Most bowel cancers start as benign growths on the wall of the bowel or small intestine. These are called polyps and look like small spots or cherries on stalks. Most are not cancerous, however, one type of polyp, an adenoma can become malignant and can form a tumour in the bowel glands.
Once cancer cells are in the wall, they can travel into the bloodstream or lymph nodes; from here the cancer cells can travel to other parts of the body. The most common places for bowel cancer cells to spread to are the liver and the lungs.
There are a few very rare bowel cancers. Some are very slow growing, and most need a different treatment to more common bowel cancer.
In more detail
By far the most common bowel cancer, adenocarcinomas originate in the glands that line the bowel wall. These glands produce the mucus that allows digested matter to pass easily through the large intestine and out of the body. Adenocarcinomas make up about 95% of all bowel cancers. There are some rare variations to this type, mucinous tumours and signet ring tumours, but the treatment is the same as for standard adenocarcinomas.

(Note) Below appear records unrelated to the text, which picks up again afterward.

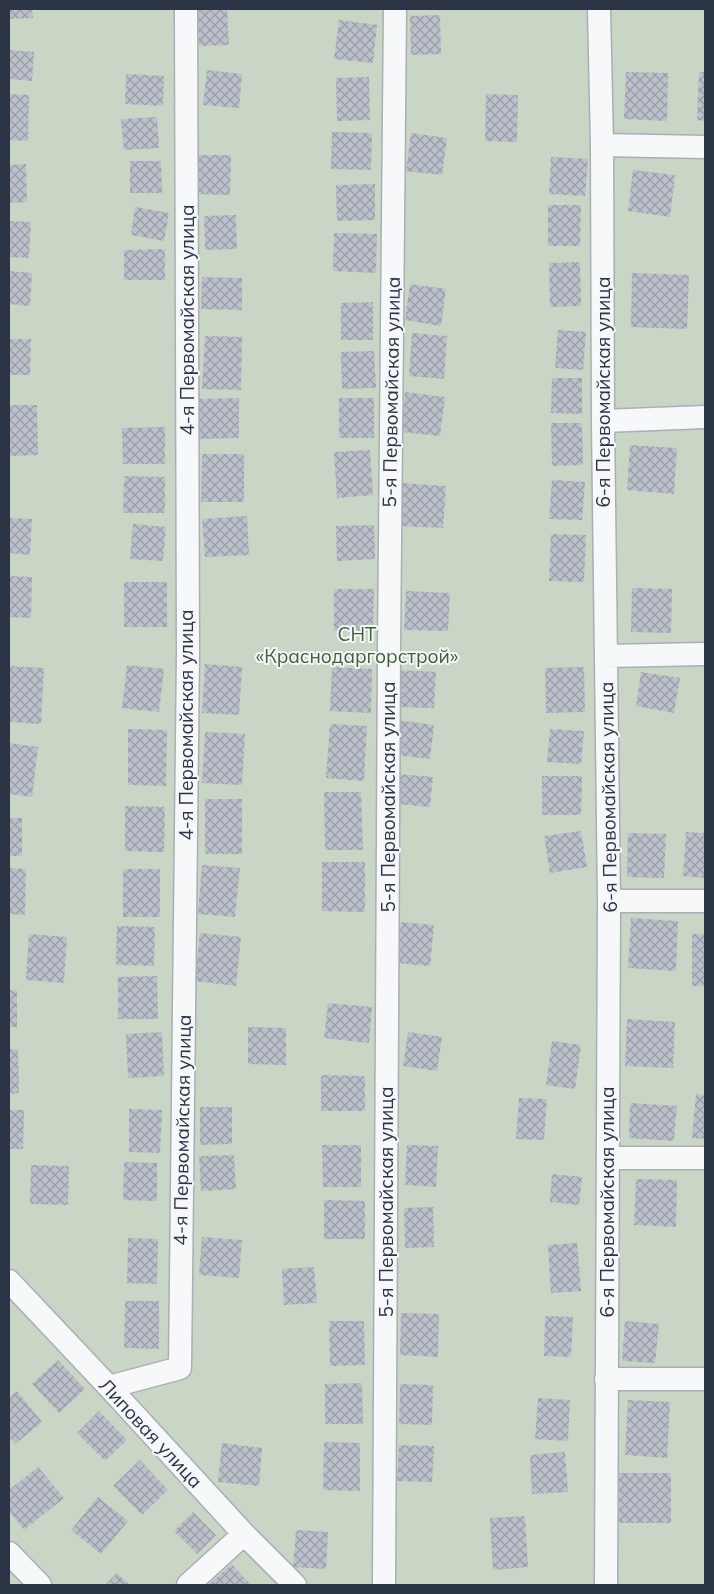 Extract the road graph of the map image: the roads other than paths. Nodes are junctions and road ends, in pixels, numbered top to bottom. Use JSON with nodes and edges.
{"nodes":[{"id":1,"x":186,"y":9,"type":"edge"},
{"id":2,"x":395,"y":9,"type":"edge"},
{"id":3,"x":599,"y":9,"type":"edge"},
{"id":4,"x":602,"y":145,"type":"junction"},
{"id":5,"x":705,"y":147,"type":"edge"},
{"id":6,"x":705,"y":417,"type":"edge"},
{"id":7,"x":602,"y":421,"type":"junction"},
{"id":8,"x":705,"y":654,"type":"edge"},
{"id":9,"x":606,"y":656,"type":"junction"},
{"id":10,"x":609,"y":901,"type":"junction"},
{"id":11,"x":705,"y":901,"type":"edge"},
{"id":12,"x":608,"y":1158,"type":"junction"},
{"id":13,"x":705,"y":1158,"type":"edge"},
{"id":14,"x":9,"y":1281,"type":"edge"},
{"id":15,"x":606,"y":1379,"type":"junction"},
{"id":16,"x":705,"y":1379,"type":"edge"},
{"id":17,"x":109,"y":1387,"type":"junction"},
{"id":18,"x":244,"y":1534,"type":"junction"},
{"id":19,"x":9,"y":1553,"type":"edge"},
{"id":20,"x":40,"y":1585,"type":"edge"},
{"id":21,"x":188,"y":1585,"type":"edge"},
{"id":22,"x":294,"y":1585,"type":"edge"},
{"id":23,"x":384,"y":1585,"type":"edge"},
{"id":24,"x":606,"y":1585,"type":"edge"}],
"edges":[{"from":1,"to":17,"type":"street","name":"4-я Первомайская улица"},
{"from":2,"to":23,"type":"street","name":"5-я Первомайская улица"},
{"from":3,"to":4,"type":"street","name":"6-я Первомайская улица"},
{"from":4,"to":5,"type":"street"},
{"from":4,"to":7,"type":"street","name":"6-я Первомайская улица"},
{"from":6,"to":7,"type":"street"},
{"from":7,"to":9,"type":"street","name":"6-я Первомайская улица"},
{"from":8,"to":9,"type":"street"},
{"from":9,"to":10,"type":"street","name":"6-я Первомайская улица"},
{"from":10,"to":11,"type":"street"},
{"from":10,"to":12,"type":"street","name":"6-я Первомайская улица"},
{"from":12,"to":13,"type":"street"},
{"from":12,"to":15,"type":"street","name":"6-я Первомайская улица"},
{"from":14,"to":17,"type":"street","name":"Липовая улица"},
{"from":15,"to":16,"type":"street"},
{"from":15,"to":24,"type":"street","name":"6-я Первомайская улица"},
{"from":17,"to":18,"type":"street","name":"Липовая улица"},
{"from":18,"to":21,"type":"street"},
{"from":18,"to":22,"type":"street","name":"Липовая улица"},
{"from":19,"to":20,"type":"street"}]}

Other varieties of cancer that attack the bowel and colon include squamous cell carcinomas, which start in the skin-like lining of the bowel. There are also sarcomas which are cancers of the smooth muscle that supports the bowel, and carcinoid tumours, slow growing cancers of hormone-producing tissue.
Lymphomas are the most rare - they account for about 1% of all bowel cancers. They usually attack the lymph nodes. Each of these cancers has a unique behaviour pattern and growth rate and require treatment that is quite different to the more common adenocarcinomas.